- _Data records_:
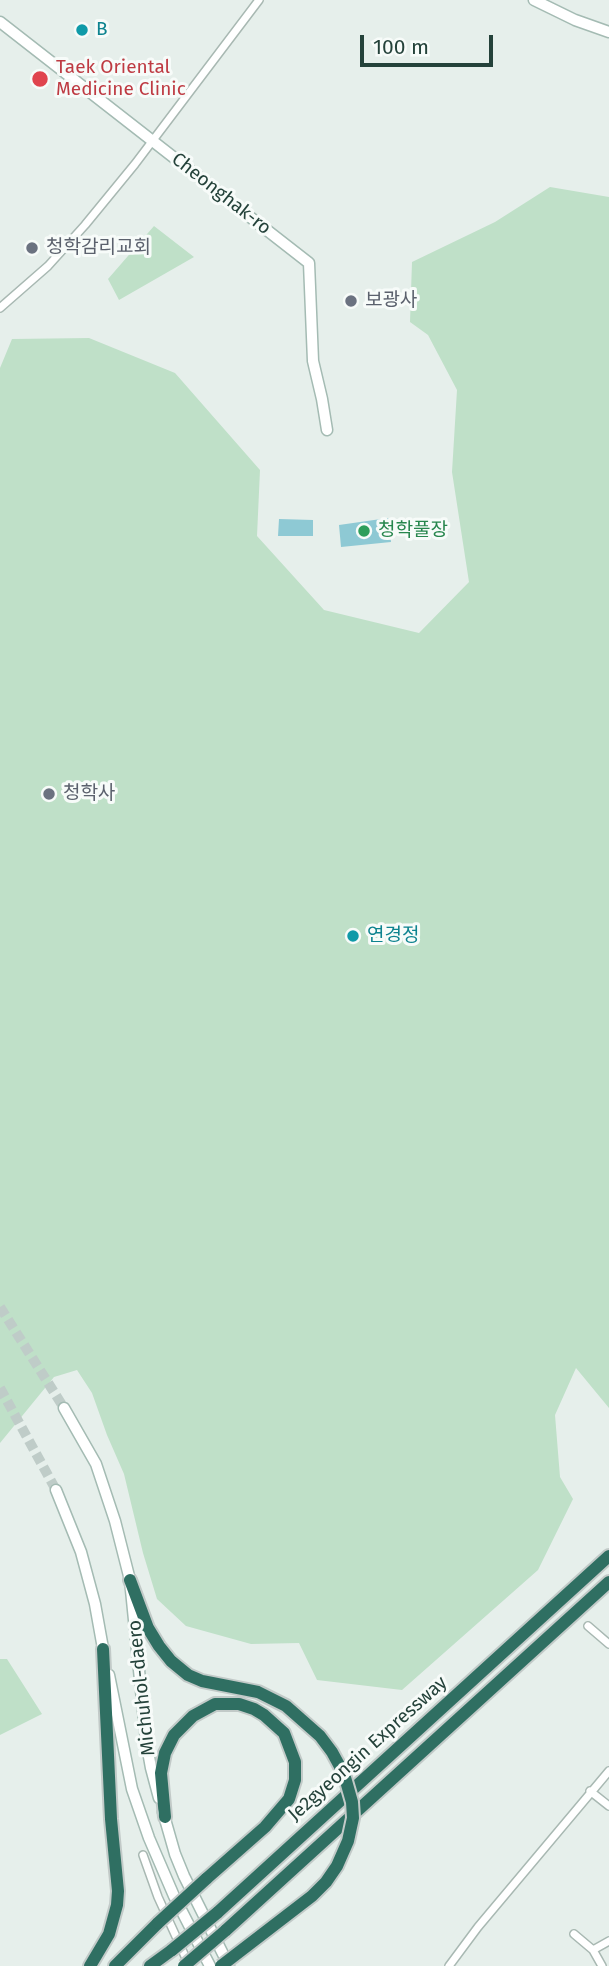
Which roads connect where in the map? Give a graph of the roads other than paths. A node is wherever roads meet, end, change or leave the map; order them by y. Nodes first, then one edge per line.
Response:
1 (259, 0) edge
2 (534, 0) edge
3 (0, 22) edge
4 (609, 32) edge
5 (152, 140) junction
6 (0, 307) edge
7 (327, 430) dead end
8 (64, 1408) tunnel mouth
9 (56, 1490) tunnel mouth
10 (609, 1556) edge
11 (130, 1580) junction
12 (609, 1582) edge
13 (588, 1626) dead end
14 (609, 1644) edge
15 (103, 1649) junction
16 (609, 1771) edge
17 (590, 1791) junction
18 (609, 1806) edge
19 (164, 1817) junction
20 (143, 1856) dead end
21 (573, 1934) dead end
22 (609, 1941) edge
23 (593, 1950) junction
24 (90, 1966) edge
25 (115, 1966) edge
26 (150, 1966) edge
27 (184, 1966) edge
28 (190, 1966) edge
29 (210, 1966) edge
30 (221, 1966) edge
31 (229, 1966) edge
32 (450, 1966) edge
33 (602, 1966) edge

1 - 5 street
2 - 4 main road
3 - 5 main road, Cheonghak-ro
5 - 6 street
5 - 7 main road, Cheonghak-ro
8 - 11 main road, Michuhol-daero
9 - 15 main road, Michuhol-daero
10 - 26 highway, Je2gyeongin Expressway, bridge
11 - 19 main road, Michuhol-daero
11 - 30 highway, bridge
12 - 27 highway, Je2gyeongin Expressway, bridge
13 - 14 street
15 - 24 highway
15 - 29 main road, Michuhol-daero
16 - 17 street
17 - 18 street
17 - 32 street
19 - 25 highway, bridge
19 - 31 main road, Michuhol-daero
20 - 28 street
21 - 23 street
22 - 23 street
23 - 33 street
--
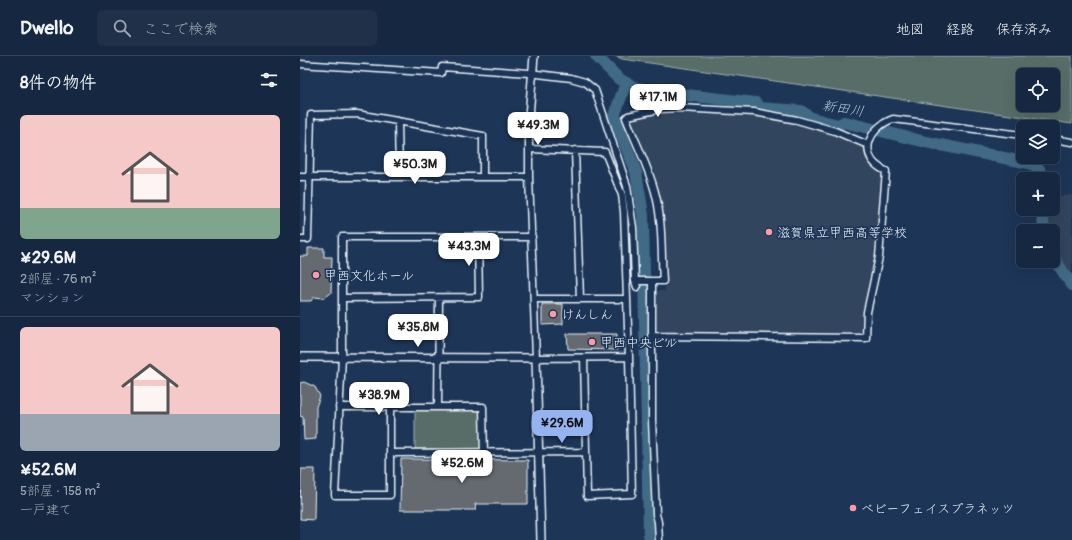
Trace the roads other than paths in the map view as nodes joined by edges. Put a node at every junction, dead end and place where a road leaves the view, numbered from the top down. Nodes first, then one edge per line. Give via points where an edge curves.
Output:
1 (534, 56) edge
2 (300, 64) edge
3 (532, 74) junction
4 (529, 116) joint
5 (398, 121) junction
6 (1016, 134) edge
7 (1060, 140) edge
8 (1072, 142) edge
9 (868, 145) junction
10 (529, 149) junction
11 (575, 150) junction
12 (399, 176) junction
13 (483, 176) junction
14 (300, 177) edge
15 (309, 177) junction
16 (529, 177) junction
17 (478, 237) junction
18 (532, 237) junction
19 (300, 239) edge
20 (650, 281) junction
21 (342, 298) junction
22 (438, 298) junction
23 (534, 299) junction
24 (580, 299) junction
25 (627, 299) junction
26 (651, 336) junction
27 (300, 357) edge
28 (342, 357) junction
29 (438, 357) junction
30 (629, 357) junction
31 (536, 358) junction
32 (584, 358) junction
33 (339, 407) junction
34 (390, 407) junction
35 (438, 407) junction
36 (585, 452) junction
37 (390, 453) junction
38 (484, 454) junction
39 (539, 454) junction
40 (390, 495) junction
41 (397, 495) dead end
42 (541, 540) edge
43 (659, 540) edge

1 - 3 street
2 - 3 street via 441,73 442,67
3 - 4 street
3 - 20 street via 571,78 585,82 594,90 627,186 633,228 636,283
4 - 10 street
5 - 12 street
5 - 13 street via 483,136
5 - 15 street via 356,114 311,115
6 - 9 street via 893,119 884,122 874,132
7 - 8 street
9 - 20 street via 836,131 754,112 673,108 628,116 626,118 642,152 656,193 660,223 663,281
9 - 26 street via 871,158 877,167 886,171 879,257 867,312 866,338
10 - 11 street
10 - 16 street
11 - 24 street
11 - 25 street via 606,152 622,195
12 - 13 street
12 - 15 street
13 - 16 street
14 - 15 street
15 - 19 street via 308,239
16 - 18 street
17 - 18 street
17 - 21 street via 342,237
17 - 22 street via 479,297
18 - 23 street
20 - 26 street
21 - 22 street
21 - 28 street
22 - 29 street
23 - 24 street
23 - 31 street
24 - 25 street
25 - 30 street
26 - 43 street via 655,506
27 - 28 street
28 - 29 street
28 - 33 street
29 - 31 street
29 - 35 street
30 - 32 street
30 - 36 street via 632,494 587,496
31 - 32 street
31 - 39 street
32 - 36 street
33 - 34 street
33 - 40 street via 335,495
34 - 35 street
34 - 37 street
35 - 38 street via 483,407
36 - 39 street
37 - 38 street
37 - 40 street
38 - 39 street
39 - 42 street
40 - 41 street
---
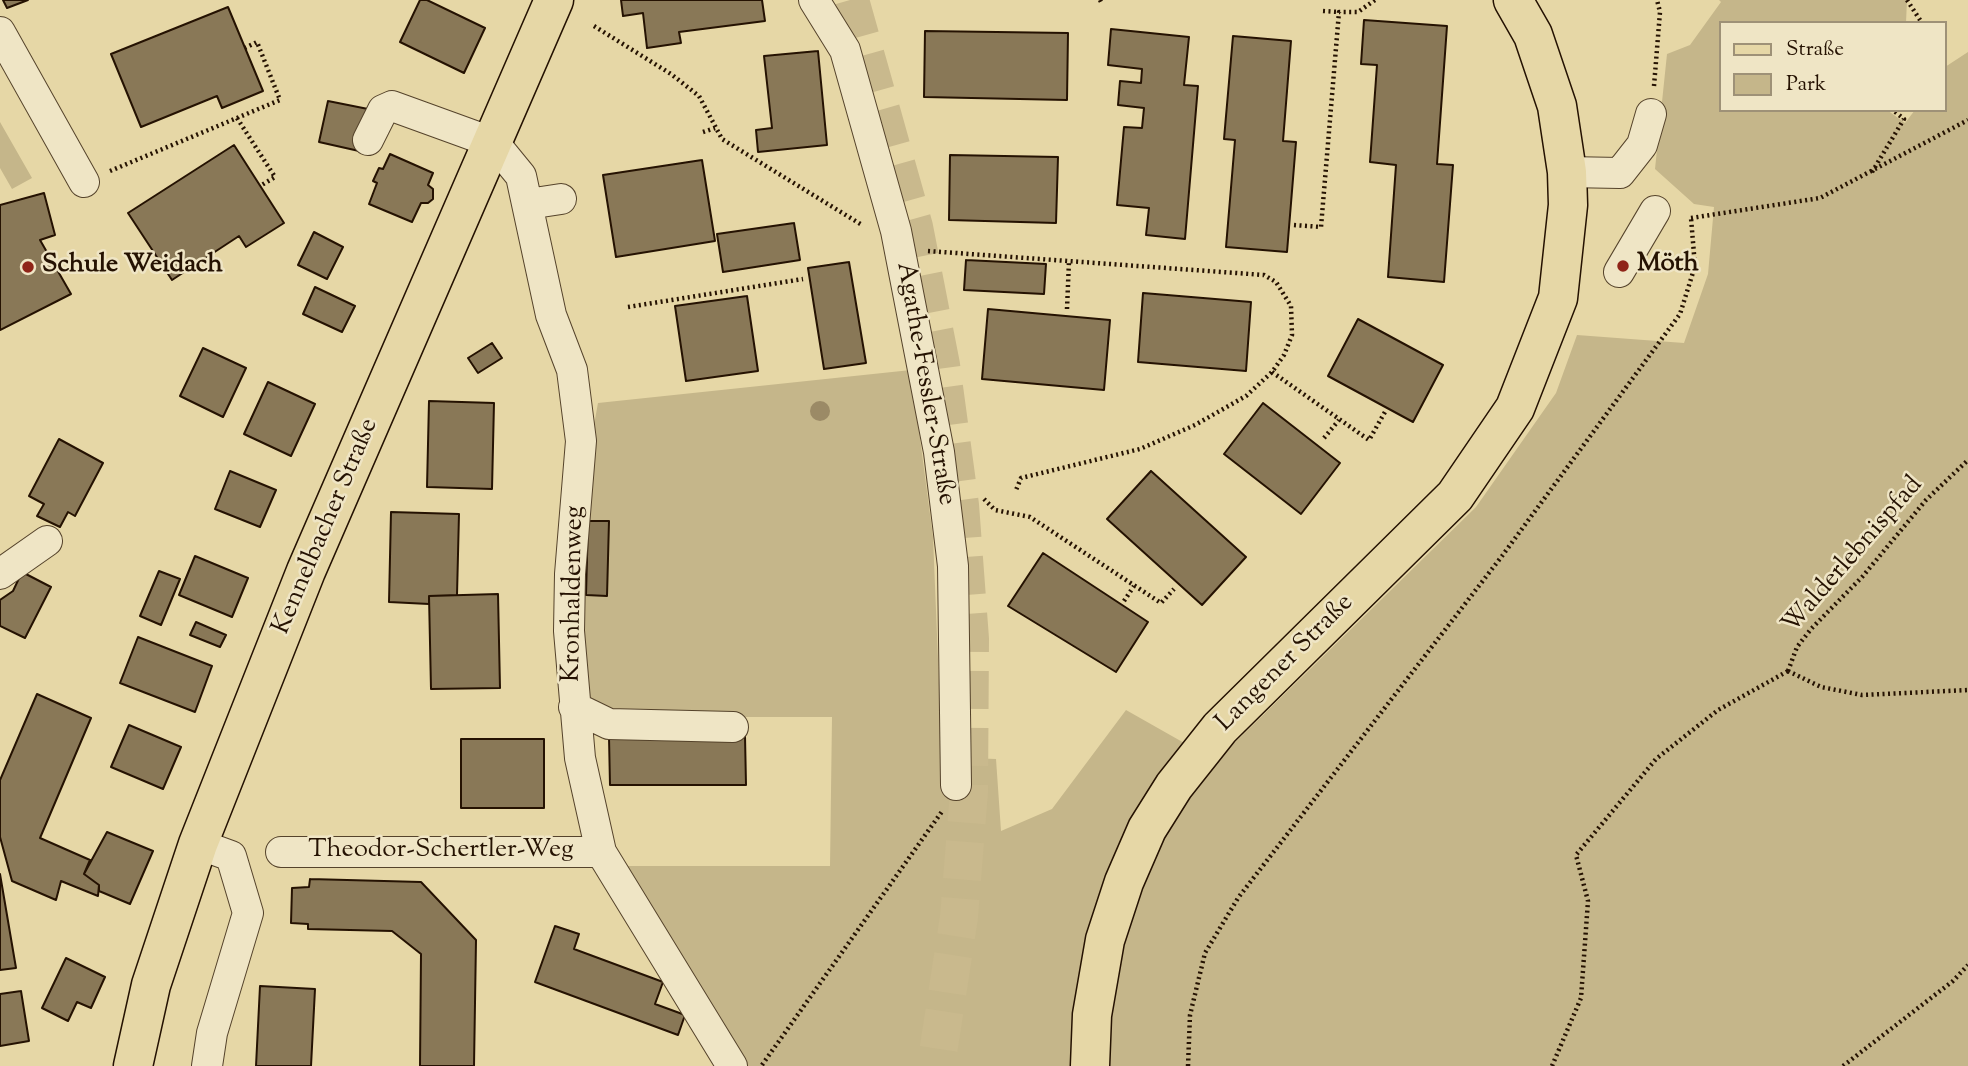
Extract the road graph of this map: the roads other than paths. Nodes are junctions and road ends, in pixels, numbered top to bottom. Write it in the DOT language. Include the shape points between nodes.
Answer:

- _What you have to do_: For this exercise, copy every line of the data that holds "graph".

- _Final answer_:
Which roads connect where in the map? Give a graph of the roads other than paths. A node is wherever roads meet, end, change or leave the map; order them by y. Nodes first, then one edge per line.
Extract the road graph of this map: the roads other than paths. Nodes are junctions and road ends, in pixels, numbered top to bottom. Write it in the DOT language. Include the shape points between nodes.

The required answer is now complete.